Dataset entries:
======
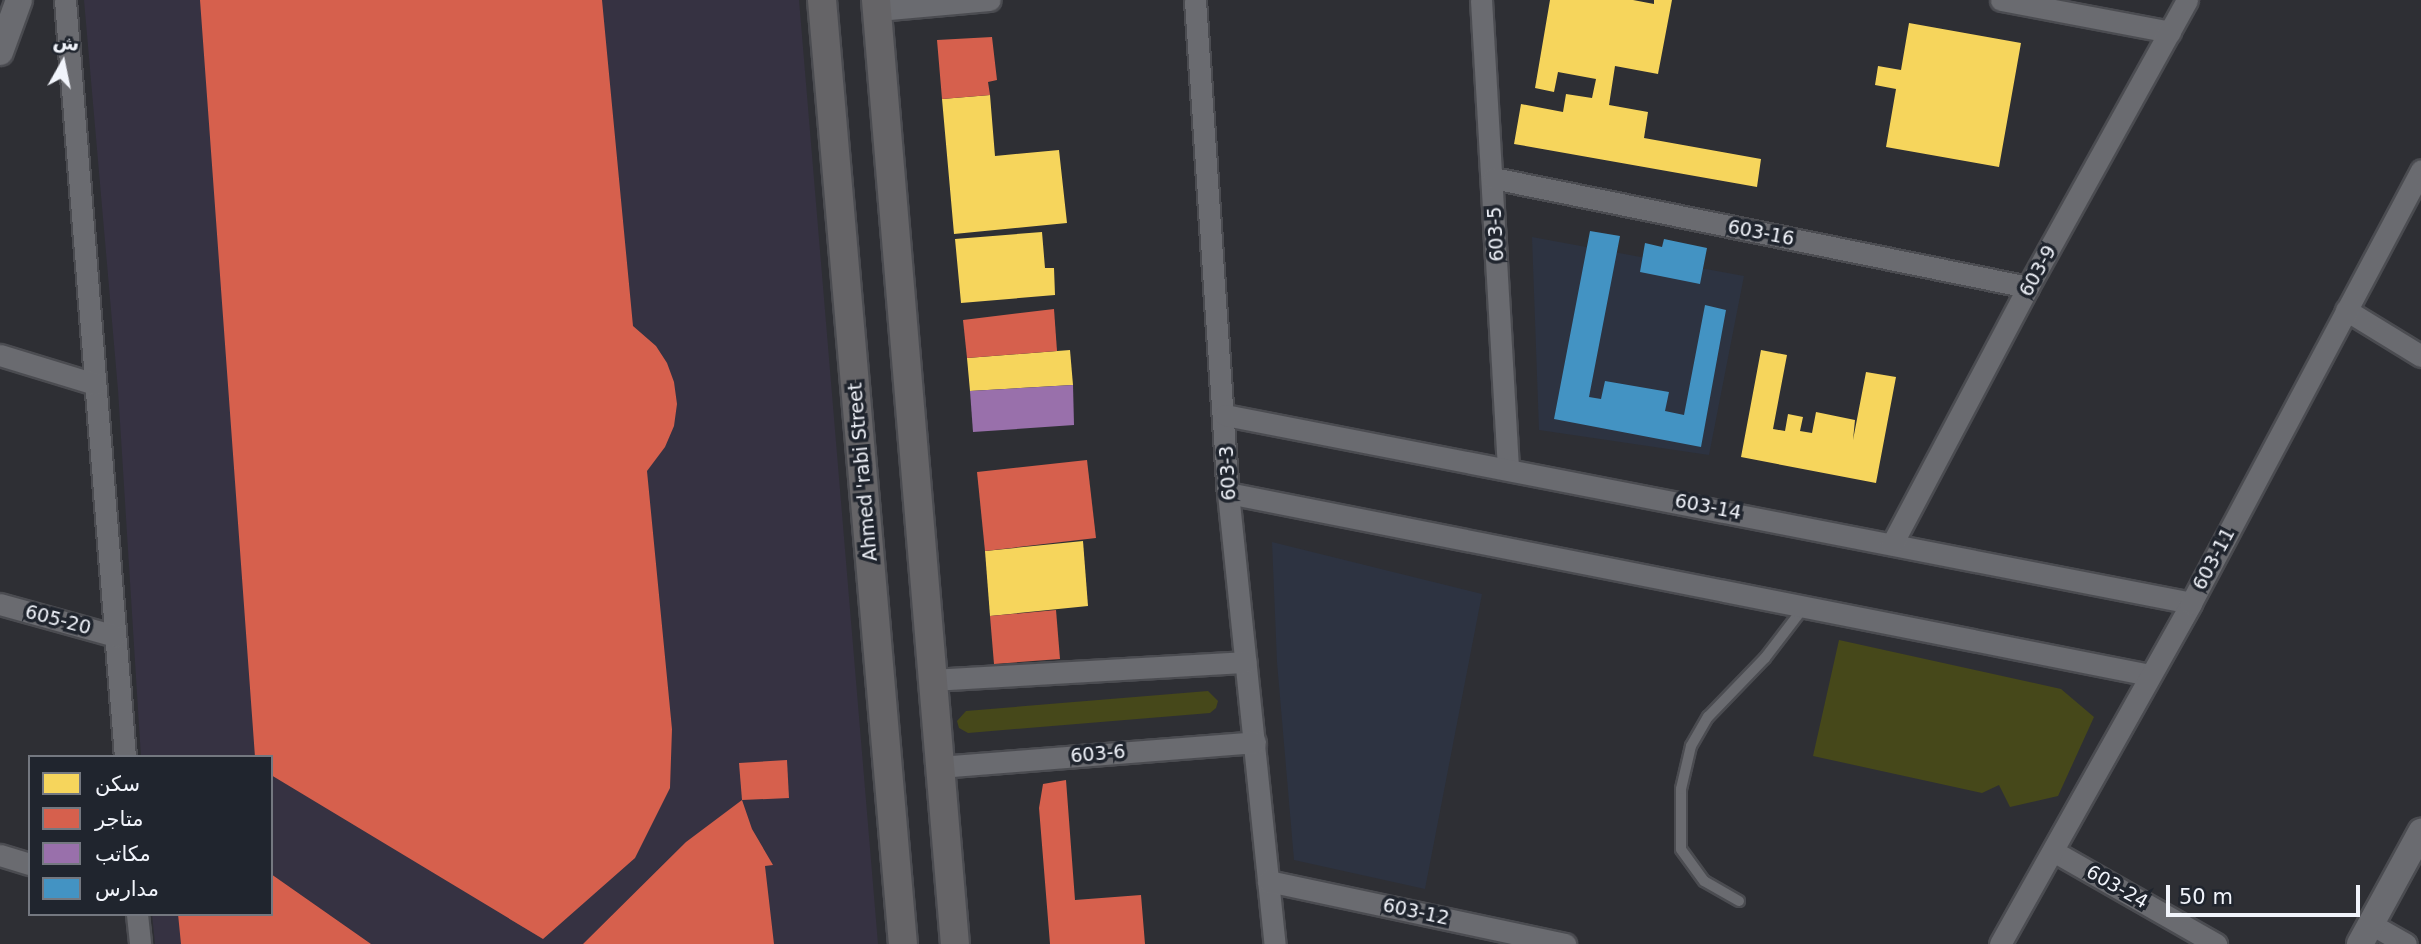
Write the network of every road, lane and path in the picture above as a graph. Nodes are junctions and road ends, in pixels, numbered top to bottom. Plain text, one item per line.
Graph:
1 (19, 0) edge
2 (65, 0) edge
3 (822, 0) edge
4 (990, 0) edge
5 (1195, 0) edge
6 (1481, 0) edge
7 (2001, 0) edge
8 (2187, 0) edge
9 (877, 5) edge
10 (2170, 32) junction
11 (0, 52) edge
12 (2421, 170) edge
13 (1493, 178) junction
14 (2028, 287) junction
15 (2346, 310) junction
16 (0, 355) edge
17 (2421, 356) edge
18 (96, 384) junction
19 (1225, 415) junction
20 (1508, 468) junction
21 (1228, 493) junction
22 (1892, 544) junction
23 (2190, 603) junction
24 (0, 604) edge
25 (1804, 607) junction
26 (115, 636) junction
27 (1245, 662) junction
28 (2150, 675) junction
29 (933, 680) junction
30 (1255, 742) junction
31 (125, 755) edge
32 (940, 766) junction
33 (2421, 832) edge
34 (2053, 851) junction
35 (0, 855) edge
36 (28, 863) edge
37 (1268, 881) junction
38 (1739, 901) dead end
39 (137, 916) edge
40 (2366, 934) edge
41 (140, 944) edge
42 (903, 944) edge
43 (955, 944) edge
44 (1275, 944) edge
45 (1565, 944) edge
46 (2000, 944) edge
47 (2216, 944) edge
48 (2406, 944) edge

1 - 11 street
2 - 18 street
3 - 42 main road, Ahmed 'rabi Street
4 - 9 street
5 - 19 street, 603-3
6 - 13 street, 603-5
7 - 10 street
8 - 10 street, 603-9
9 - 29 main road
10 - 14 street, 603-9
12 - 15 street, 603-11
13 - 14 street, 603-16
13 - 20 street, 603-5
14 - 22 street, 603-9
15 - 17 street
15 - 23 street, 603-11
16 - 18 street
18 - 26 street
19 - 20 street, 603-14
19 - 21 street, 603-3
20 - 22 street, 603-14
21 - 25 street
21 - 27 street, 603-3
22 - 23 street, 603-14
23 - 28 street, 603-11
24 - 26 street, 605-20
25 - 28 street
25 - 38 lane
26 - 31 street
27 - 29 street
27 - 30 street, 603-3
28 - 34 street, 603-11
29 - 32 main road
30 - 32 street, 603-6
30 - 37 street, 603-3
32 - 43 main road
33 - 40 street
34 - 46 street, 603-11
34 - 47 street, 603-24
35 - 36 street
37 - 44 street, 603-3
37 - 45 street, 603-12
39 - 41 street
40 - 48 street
======
Aim of the task
Each line of the data must be restated exactly, and the pictures must be left out.

Response box
Write the network of every road, lane and path in the picture above as a graph. Nodes are junctions and road ends, in pixels, numbered top to bottom. Plain text, one item per line.
Graph:
1 (19, 0) edge
2 (65, 0) edge
3 (822, 0) edge
4 (990, 0) edge
5 (1195, 0) edge
6 (1481, 0) edge
7 (2001, 0) edge
8 (2187, 0) edge
9 (877, 5) edge
10 (2170, 32) junction
11 (0, 52) edge
12 (2421, 170) edge
13 (1493, 178) junction
14 (2028, 287) junction
15 (2346, 310) junction
16 (0, 355) edge
17 (2421, 356) edge
18 (96, 384) junction
19 (1225, 415) junction
20 (1508, 468) junction
21 (1228, 493) junction
22 (1892, 544) junction
23 (2190, 603) junction
24 (0, 604) edge
25 (1804, 607) junction
26 (115, 636) junction
27 (1245, 662) junction
28 (2150, 675) junction
29 (933, 680) junction
30 (1255, 742) junction
31 (125, 755) edge
32 (940, 766) junction
33 (2421, 832) edge
34 (2053, 851) junction
35 (0, 855) edge
36 (28, 863) edge
37 (1268, 881) junction
38 (1739, 901) dead end
39 (137, 916) edge
40 (2366, 934) edge
41 (140, 944) edge
42 (903, 944) edge
43 (955, 944) edge
44 (1275, 944) edge
45 (1565, 944) edge
46 (2000, 944) edge
47 (2216, 944) edge
48 (2406, 944) edge

1 - 11 street
2 - 18 street
3 - 42 main road, Ahmed 'rabi Street
4 - 9 street
5 - 19 street, 603-3
6 - 13 street, 603-5
7 - 10 street
8 - 10 street, 603-9
9 - 29 main road
10 - 14 street, 603-9
12 - 15 street, 603-11
13 - 14 street, 603-16
13 - 20 street, 603-5
14 - 22 street, 603-9
15 - 17 street
15 - 23 street, 603-11
16 - 18 street
18 - 26 street
19 - 20 street, 603-14
19 - 21 street, 603-3
20 - 22 street, 603-14
21 - 25 street
21 - 27 street, 603-3
22 - 23 street, 603-14
23 - 28 street, 603-11
24 - 26 street, 605-20
25 - 28 street
25 - 38 lane
26 - 31 street
27 - 29 street
27 - 30 street, 603-3
28 - 34 street, 603-11
29 - 32 main road
30 - 32 street, 603-6
30 - 37 street, 603-3
32 - 43 main road
33 - 40 street
34 - 46 street, 603-11
34 - 47 street, 603-24
35 - 36 street
37 - 44 street, 603-3
37 - 45 street, 603-12
39 - 41 street
40 - 48 street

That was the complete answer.